** Opening Provided material block **

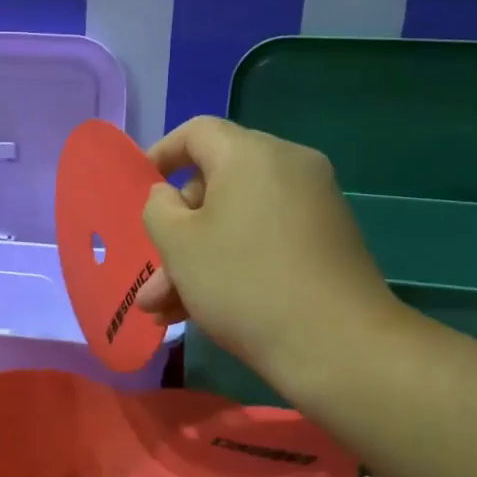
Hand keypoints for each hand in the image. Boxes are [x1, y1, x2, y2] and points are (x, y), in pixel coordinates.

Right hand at [136, 116, 405, 382]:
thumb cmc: (243, 283)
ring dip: (196, 259)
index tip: (140, 188)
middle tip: (152, 275)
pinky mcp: (326, 242)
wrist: (337, 344)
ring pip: (237, 220)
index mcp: (252, 154)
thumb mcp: (179, 245)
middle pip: (216, 183)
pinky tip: (199, 312)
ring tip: (162, 310)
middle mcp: (289, 167)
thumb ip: (158, 209)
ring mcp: (313, 205)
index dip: (161, 155)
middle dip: (176, 231)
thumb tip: (169, 197)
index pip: (197, 132)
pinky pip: (264, 239)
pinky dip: (232, 263)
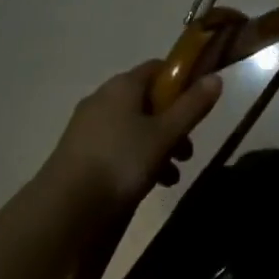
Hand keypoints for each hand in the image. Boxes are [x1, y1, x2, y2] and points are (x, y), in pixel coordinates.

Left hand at [51, 61, 222, 212]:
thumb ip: (192, 106)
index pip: (158, 68)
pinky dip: (136, 158)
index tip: (197, 103)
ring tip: (173, 174)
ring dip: (157, 144)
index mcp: (123, 85)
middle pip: (147, 100)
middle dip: (172, 121)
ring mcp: (87, 126)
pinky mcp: (78, 153)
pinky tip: (150, 184)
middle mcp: (103, 98)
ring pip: (133, 126)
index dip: (181, 81)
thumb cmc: (121, 162)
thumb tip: (216, 77)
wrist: (63, 210)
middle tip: (188, 148)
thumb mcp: (165, 135)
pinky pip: (116, 146)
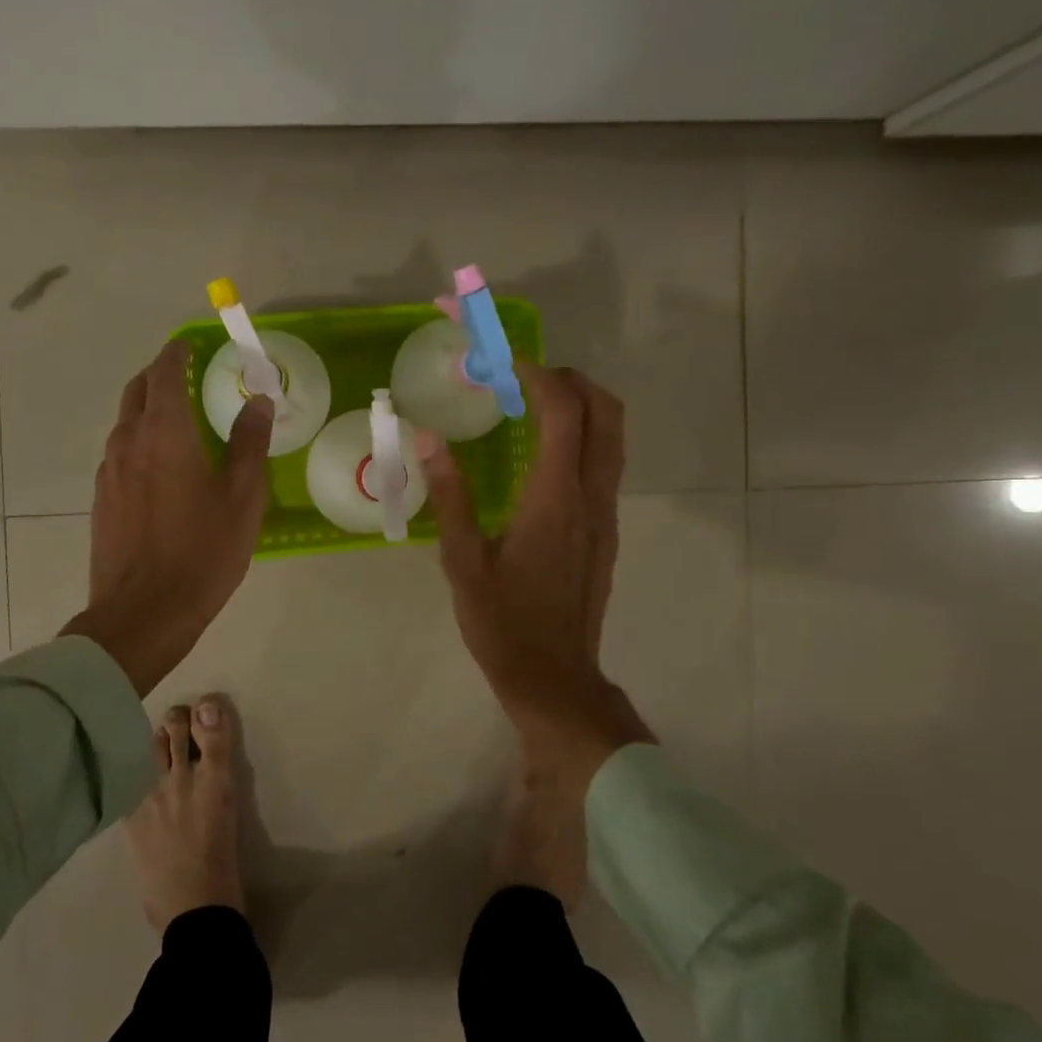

** Closing Provided material block **

What is expected – Using the records above, return verbatim only the part that opens with the line containing "pinky pip: (264, 239)" and closes with the line containing "ring dip: (157, 144)"; pictures stay out.

Solution to this exercise –
pinky pip: (264, 239)
pinky dip: (232, 263)
Hand keypoints for each hand in the image. Boxes are [x1, y1, x2, y2] and points are (x, y), in pixel coordinates.

Left hand at [51, 61, 222, 212]:
thumb ip: (192, 106)
index pip: (158, 68)
pinky dip: (136, 158)
index tip: (197, 103)
ring tip: (173, 174)
ring dip: (157, 144)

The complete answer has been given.